After an incident at the National Air and Space Museum last year, a college student who uses a wheelchair and his brother have filed a discrimination suit against the Smithsonian Institution which runs the museum, claiming that they were denied access to the flight simulators and were publicly embarrassed.
Max Gold, 21, of Merrick, was born with a rare vascular condition that led to his leg being amputated at the age of six, and he has since used a wheelchair as his main form of transport. He was visiting the Air and Space Museum in Virginia last August with his brother, Jake, when he was alleged discriminatory incident took place.
According to the Washington Post, the brothers tried to use the museum’s flight simulator, FLY, which is designed to give the rider an “F-18 experience.” When the Golds tried to enter the ride, they were told that the simulator harness “required two legs and since Max only has one,” it was too risky. Max said in the suit that he understood the precautions.
Instead, the Golds purchased tickets for the RIDE simulator, which simulates combat scenarios and lets riders control the flight.
“Jake prepped me for getting out of my chair, took off my seat belt, took my wallet from around my neck and began lifting me when a supervisor came running over,” Max Gold said to the Washington Post.
The supervisor told Jake to put him down, and then proceeded to talk to Jake while ignoring Max, despite Max’s attempts to speak for himself.
“It was an assumption that was made that because Max is in a wheelchair, he cannot communicate properly,” Jake said.
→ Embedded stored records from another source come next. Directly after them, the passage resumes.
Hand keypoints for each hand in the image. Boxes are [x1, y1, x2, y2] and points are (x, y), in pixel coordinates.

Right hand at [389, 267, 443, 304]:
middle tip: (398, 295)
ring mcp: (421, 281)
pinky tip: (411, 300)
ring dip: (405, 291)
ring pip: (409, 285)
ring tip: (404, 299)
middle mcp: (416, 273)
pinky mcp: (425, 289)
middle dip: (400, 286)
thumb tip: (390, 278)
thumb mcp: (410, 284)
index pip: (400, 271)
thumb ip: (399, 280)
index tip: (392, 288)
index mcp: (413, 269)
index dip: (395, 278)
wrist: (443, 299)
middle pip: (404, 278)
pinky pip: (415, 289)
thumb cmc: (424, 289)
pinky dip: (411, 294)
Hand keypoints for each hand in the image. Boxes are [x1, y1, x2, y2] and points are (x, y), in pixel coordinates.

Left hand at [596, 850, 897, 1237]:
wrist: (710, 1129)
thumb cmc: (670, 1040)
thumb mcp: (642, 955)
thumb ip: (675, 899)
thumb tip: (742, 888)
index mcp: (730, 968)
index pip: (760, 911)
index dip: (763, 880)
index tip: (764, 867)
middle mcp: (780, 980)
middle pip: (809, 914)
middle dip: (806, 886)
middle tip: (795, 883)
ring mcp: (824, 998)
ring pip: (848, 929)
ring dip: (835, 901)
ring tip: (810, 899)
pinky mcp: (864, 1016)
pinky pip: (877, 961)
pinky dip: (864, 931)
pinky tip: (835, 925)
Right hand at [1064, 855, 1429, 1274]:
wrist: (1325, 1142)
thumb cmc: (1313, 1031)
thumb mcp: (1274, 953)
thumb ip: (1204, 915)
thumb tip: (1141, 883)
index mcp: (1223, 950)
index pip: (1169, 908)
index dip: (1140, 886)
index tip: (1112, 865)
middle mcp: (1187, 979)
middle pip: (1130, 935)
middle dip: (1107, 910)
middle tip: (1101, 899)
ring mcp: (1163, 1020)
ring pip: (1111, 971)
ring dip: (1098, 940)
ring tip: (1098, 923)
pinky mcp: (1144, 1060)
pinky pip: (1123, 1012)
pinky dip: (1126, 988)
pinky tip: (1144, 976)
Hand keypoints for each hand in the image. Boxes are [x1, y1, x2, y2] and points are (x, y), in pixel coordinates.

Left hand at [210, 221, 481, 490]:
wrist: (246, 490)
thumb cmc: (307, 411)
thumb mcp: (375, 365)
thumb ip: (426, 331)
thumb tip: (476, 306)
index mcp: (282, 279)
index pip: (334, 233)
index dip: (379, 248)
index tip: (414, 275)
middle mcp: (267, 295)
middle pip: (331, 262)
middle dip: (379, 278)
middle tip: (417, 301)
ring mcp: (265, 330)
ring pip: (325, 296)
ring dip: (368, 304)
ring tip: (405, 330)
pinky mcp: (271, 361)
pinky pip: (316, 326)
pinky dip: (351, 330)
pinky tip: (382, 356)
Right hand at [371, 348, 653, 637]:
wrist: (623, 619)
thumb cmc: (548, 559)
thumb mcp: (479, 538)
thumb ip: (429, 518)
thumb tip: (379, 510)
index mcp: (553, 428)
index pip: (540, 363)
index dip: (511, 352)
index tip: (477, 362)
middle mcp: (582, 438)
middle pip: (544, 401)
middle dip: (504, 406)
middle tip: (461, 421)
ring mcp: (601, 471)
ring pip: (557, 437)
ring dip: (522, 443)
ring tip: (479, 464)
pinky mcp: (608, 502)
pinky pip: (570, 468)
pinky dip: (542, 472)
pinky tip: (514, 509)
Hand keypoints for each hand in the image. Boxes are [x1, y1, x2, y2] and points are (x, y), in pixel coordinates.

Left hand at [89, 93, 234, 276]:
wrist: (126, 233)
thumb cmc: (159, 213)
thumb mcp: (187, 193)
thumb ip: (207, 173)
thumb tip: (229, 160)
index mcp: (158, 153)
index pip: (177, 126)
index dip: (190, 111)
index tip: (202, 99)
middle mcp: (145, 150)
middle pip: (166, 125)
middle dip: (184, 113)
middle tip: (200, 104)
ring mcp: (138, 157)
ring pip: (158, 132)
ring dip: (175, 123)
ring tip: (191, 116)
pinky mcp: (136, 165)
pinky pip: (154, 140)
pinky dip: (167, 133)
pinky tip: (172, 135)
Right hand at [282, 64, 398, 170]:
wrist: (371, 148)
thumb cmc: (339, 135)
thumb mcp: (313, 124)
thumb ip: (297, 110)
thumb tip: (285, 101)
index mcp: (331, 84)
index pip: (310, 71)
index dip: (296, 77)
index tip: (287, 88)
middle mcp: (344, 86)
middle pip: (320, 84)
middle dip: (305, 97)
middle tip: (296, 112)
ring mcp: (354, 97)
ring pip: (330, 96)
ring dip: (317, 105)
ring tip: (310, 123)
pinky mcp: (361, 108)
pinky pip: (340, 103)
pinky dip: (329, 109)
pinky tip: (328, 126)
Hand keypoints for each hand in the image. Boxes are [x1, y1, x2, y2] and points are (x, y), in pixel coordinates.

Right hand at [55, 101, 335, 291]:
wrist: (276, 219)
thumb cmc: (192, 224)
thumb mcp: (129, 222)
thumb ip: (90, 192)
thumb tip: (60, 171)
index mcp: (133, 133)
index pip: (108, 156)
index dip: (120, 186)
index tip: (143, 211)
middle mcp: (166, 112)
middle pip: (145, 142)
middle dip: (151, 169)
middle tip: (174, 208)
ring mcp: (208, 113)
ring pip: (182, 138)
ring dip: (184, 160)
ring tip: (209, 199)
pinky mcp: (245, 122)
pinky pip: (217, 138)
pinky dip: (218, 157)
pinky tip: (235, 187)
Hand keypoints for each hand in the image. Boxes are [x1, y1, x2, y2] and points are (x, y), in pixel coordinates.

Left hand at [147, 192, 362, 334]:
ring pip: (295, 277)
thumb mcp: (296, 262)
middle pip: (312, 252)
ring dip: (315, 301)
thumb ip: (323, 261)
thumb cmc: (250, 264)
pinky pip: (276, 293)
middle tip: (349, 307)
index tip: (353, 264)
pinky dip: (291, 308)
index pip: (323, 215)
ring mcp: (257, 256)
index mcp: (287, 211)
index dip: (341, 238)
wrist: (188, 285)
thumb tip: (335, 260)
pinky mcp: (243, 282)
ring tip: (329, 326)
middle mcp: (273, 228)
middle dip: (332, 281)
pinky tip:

The supervisor told Jake that Max could only ride the ride if he could get out of his wheelchair on his own and climb up the stairs independently. Though the brothers tried to explain that Jake had been lifting Max for years with ease, the supervisor refused to let them onto the simulator.
Lawyer Shawn Heller of the Social Justice Law Collective said that the lawsuit seeks “a policy change that accommodates individuals with disabilities, staff training on accommodations and sensitivity, and unspecified damages for emotional distress.”